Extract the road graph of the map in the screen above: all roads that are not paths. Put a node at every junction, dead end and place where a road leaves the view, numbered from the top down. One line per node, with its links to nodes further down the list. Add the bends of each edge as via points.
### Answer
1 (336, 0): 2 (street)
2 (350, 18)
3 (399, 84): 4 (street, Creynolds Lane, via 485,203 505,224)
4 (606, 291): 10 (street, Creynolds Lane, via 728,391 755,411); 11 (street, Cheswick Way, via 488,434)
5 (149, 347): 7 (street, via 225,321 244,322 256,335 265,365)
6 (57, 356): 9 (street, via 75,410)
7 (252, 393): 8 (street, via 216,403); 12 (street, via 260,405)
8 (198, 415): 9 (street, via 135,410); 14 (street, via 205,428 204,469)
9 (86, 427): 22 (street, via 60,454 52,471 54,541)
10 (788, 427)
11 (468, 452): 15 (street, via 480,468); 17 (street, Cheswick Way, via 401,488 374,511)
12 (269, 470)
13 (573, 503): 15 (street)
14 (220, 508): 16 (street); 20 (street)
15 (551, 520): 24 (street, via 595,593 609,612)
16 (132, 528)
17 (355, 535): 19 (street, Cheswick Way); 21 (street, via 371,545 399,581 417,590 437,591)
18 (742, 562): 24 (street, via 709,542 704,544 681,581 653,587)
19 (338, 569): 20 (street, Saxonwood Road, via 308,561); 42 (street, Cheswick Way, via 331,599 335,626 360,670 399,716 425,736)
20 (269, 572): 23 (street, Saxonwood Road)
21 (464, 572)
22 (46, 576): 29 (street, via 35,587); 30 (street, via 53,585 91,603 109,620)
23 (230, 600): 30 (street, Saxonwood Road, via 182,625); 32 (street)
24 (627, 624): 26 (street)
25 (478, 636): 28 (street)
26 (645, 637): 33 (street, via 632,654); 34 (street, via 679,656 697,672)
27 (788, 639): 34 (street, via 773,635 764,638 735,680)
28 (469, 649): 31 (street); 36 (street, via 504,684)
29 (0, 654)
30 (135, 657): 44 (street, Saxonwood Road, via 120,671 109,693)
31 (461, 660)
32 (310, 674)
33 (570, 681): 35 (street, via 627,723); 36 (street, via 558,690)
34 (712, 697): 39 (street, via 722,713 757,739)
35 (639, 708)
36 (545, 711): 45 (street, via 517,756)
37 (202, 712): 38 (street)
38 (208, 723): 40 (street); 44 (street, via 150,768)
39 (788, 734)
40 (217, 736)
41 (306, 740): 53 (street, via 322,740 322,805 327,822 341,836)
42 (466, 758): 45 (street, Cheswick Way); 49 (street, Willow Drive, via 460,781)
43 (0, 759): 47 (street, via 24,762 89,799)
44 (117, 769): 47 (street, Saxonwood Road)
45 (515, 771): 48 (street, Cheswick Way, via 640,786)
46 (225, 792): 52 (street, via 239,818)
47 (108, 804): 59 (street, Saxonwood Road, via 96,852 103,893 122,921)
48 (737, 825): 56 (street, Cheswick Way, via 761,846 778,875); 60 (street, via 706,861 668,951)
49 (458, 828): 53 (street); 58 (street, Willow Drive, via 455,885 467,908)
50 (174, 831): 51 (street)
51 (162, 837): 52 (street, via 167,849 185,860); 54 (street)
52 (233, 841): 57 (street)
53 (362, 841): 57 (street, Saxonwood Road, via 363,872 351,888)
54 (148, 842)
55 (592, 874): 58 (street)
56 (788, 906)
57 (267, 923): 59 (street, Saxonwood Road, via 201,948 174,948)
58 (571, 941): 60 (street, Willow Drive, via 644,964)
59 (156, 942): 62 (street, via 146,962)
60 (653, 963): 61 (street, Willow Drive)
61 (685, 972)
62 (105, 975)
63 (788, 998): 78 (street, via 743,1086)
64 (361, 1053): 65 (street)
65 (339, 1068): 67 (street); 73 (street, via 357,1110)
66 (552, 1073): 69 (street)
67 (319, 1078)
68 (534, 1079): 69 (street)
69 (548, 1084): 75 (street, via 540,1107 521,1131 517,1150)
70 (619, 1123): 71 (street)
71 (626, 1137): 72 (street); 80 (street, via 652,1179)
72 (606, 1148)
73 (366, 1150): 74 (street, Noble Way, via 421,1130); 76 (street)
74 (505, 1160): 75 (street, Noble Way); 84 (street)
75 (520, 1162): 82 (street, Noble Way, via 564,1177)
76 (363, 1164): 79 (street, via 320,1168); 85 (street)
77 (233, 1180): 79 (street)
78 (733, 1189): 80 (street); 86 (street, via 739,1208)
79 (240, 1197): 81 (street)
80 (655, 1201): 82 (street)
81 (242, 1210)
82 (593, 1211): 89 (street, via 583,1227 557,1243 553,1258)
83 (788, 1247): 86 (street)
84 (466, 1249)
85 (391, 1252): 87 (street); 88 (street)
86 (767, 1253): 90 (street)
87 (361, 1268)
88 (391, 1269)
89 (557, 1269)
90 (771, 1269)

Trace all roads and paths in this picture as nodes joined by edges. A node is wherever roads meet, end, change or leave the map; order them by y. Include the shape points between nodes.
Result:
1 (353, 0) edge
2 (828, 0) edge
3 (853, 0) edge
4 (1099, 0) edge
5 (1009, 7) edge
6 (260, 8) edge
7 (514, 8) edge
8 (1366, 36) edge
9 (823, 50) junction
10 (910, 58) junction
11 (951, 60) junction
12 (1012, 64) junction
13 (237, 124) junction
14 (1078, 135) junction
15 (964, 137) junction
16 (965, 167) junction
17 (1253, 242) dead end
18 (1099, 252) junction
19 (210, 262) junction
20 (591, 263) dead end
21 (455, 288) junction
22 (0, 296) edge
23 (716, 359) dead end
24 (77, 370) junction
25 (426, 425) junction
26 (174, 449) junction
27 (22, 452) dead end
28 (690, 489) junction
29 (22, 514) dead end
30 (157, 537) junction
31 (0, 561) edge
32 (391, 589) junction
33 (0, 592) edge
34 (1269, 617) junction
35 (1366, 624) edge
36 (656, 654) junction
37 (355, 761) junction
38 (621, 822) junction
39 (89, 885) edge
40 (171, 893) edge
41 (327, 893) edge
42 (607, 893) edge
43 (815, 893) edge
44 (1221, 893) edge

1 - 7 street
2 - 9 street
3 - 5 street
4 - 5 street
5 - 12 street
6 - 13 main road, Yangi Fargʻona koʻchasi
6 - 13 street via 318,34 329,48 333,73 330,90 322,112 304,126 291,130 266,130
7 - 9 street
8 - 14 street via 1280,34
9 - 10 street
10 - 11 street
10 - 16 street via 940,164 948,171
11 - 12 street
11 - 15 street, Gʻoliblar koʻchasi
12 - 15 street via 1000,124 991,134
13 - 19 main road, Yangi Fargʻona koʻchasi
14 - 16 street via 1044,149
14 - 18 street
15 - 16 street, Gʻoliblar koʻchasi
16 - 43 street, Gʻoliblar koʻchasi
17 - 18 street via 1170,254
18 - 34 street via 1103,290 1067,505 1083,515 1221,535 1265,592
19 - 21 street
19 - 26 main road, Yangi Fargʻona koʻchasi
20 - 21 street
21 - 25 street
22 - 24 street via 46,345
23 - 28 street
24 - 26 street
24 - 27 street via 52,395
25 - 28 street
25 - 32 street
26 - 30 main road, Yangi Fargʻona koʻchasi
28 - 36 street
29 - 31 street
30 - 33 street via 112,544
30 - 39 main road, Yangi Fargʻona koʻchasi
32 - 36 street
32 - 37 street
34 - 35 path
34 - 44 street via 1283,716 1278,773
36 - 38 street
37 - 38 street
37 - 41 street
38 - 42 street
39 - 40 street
-------------------------
* ASSIGNED TASK:
All entries must be printed exactly, with nothing omitted.

* RESPONSE TO THE EXERCISE:
Extract the road graph of the map in the screen above: all roads that are not paths. Put a node at every junction, dead end and place where a road leaves the view, numbered from the top down. One line per node, with its links to nodes further down the list. Add the bends of each edge as via points.
### Answer
1 (336, 0): 2 (street)
2 (350, 18)
3 (399, 84): 4 (street, Creynolds Lane, via 485,203 505,224)
4 (606, 291): 10 (street, Creynolds Lane, via 728,391 755,411); 11 (street, Cheswick Way, via 488,434)
5 (149, 347): 7 (street, via 225,321 244,322 256,335 265,365)
6 (57, 356): 9 (street, via 75,410)
7 (252, 393): 8 (street, via 216,403); 12 (street, via 260,405)
8 (198, 415): 9 (street, via 135,410); 14 (street, via 205,428 204,469)
9 (86, 427): 22 (street, via 60,454 52,471 54,541)
10 (788, 427)
11 (468, 452): 15 (street, via 480,468); 17 (street, Cheswick Way, via 401,488 374,511)
12 (269, 470)
13 (573, 503): 15 (street)
14 (220, 508): 16 (street); 20 (street)
15 (551, 520): 24 (street, via 595,593 609,612)
16 (132, 528)
17 (355, 535): 19 (street, Cheswick Way); 21 (street, via 371,545 399,581 417,590 437,591)
18 (742, 562): 24 (street, via 709,542 704,544 681,581 653,587)
19 (338, 569): 20 (street, Saxonwood Road, via 308,561); 42 (street, Cheswick Way, via 331,599 335,626 360,670 399,716 425,736)
20 (269, 572): 23 (street, Saxonwood Road)
21 (464, 572)
22 (46, 576): 29 (street, via 35,587); 30 (street, via 53,585 91,603 109,620)
23 (230, 600): 30 (street, Saxonwood Road, via 182,625); 32 (street)
24 (627, 624): 26 (street)
25 (478, 636): 28 (street)
26 (645, 637): 33 (street, via 632,654); 34 (street, via 679,656 697,672)
27 (788, 639): 34 (street, via 773,635 764,638 735,680)
28 (469, 649): 31 (street); 36 (street, via 504,684)
29 (0, 654)
30 (135, 657): 44 (street, Saxonwood Road, via 120,671 109,693)
31 (461, 660)
32 (310, 674)
33 (570, 681): 35 (street, via 627,723); 36 (street, via 558,690)
34 (712, 697): 39 (street, via 722,713 757,739)
35 (639, 708)
36 (545, 711): 45 (street, via 517,756)
37 (202, 712): 38 (street)
38 (208, 723): 40 (street); 44 (street, via 150,768)
39 (788, 734)
40 (217, 736)
41 (306, 740): 53 (street, via 322,740 322,805 327,822 341,836)
42 (466, 758): 45 (street, Cheswick Way); 49 (street, Willow Drive, via 460,781)
43 (0, 759): 47 (street, via 24,762 89,799)
44 (117, 769): 47 (street, Saxonwood Road)
45 (515, 771): 48 (street, Cheswick Way, via 640,786)
46 (225, 792): 52 (street, via 239,818)
47 (108, 804): 59 (street, Saxonwood Road, via 96,852 103,893 122,921)
48 (737, 825): 56 (street, Cheswick Way, via 761,846 778,875); 60 (street, via 706,861 668,951)
49 (458, 828): 53 (street); 58 (street, Willow Drive, via 455,885 467,908)
50 (174, 831): 51 (street)
51 (162, 837): 52 (street, via 167,849 185,860); 54 (street)
52 (233, 841): 57 (street)
53 (362, 841): 57 (street, Saxonwood Road, via 363,872 351,888)
54 (148, 842)
55 (592, 874): 58 (street)
56 (788, 906)
57 (267, 923): 59 (street, Saxonwood Road, via 201,948 174,948)
58 (571, 941): 60 (street, Willow Drive, via 644,964)
59 (156, 942): 62 (street, via 146,962)
60 (653, 963): 61 (street, Willow Drive)
61 (685, 972)
62 (105, 975)
63 (788, 998): 78 (street, via 743,1086)
64 (361, 1053): 65 (street)
65 (339, 1068): 67 (street); 73 (street, via 357,1110)
66 (552, 1073): 69 (street)
67 (319, 1078)
68 (534, 1079): 69 (street)
69 (548, 1084): 75 (street, via 540,1107 521,1131 517,1150)
70 (619, 1123): 71 (street)
71 (626, 1137): 72 (street); 80 (street, via 652,1179)
72 (606, 1148)
73 (366, 1150): 74 (street, Noble Way, via 421,1130); 76 (street)
74 (505, 1160): 75 (street, Noble Way); 84 (street)
75 (520, 1162): 82 (street, Noble Way, via 564,1177)
76 (363, 1164): 79 (street, via 320,1168); 85 (street)
77 (233, 1180): 79 (street)
78 (733, 1189): 80 (street); 86 (street, via 739,1208)
79 (240, 1197): 81 (street)
80 (655, 1201): 82 (street)
81 (242, 1210)
82 (593, 1211): 89 (street, via 583,1227 557,1243 553,1258)
83 (788, 1247): 86 (street)
84 (466, 1249)
85 (391, 1252): 87 (street); 88 (street)
86 (767, 1253): 90 (street)
87 (361, 1268)
88 (391, 1269)
89 (557, 1269)
90 (771, 1269)

Trace all roads and paths in this picture as nodes joined by edges. A node is wherever roads meet, end, change or leave the map; order them by y. Include the shape points between nodes.
Result:
1 (353, 0) edge
2 (828, 0) edge
3 (853, 0) edge
4 (1099, 0) edge
5 (1009, 7) edge
6 (260, 8) edge
7 (514, 8) edge
8 (1366, 36) edge
9 (823, 50) junction
10 (910, 58) junction
11 (951, 60) junction
12 (1012, 64) junction
13 (237, 124) junction
14 (1078, 135) junction
15 (964, 137) junction
16 (965, 167) junction
17 (1253, 242) dead end
18 (1099, 252) junction
19 (210, 262) junction
20 (591, 263) dead end
21 (455, 288) junction
22 (0, 296) edge
23 (716, 359) dead end
24 (77, 370) junction
25 (426, 425) junction
26 (174, 449) junction
27 (22, 452) dead end
28 (690, 489) junction
29 (22, 514) dead end
30 (157, 537) junction
31 (0, 561) edge
32 (391, 589) junction
33 (0, 592) edge
34 (1269, 617) junction
35 (1366, 624) edge
36 (656, 654) junction
37 (355, 761) junction
38 (621, 822) junction
39 (89, 885) edge
40 (171, 893) edge
41 (327, 893) edge
42 (607, 893) edge
43 (815, 893) edge
44 (1221, 893) edge

1 - 7 street
2 - 9 street
3 - 5 street
4 - 5 street
5 - 12 street
6 - 13 main road, Yangi Fargʻona koʻchasi
6 - 13 street via 318,34 329,48 333,73 330,90 322,112 304,126 291,130 266,130
7 - 9 street
8 - 14 street via 1280,34
9 - 10 street
10 - 11 street
10 - 16 street via 940,164 948,171
11 - 12 street
11 - 15 street, Gʻoliblar koʻchasi
12 - 15 street via 1000,124 991,134
13 - 19 main road, Yangi Fargʻona koʻchasi
14 - 16 street via 1044,149
14 - 18 street
15 - 16 street, Gʻoliblar koʻchasi
16 - 43 street, Gʻoliblar koʻchasi
17 - 18 street via 1170,254
18 - 34 street via 1103,290 1067,505 1083,515 1221,535 1265,592
19 - 21 street
19 - 26 main road, Yangi Fargʻona koʻchasi
20 - 21 street
21 - 25 street
22 - 24 street via 46,345
23 - 28 street
24 - 26 street
24 - 27 street via 52,395
25 - 28 street
25 - 32 street
26 - 30 main road, Yangi Fargʻona koʻchasi
28 - 36 street
29 - 31 street
30 - 33 street via 112,544
30 - 39 main road, Yangi Fargʻona koʻchasi
32 - 36 street
32 - 37 street
34 - 35 path
34 - 44 street via 1283,716 1278,773
36 - 38 street
37 - 38 street
37 - 41 street
38 - 42 street
39 - 40 street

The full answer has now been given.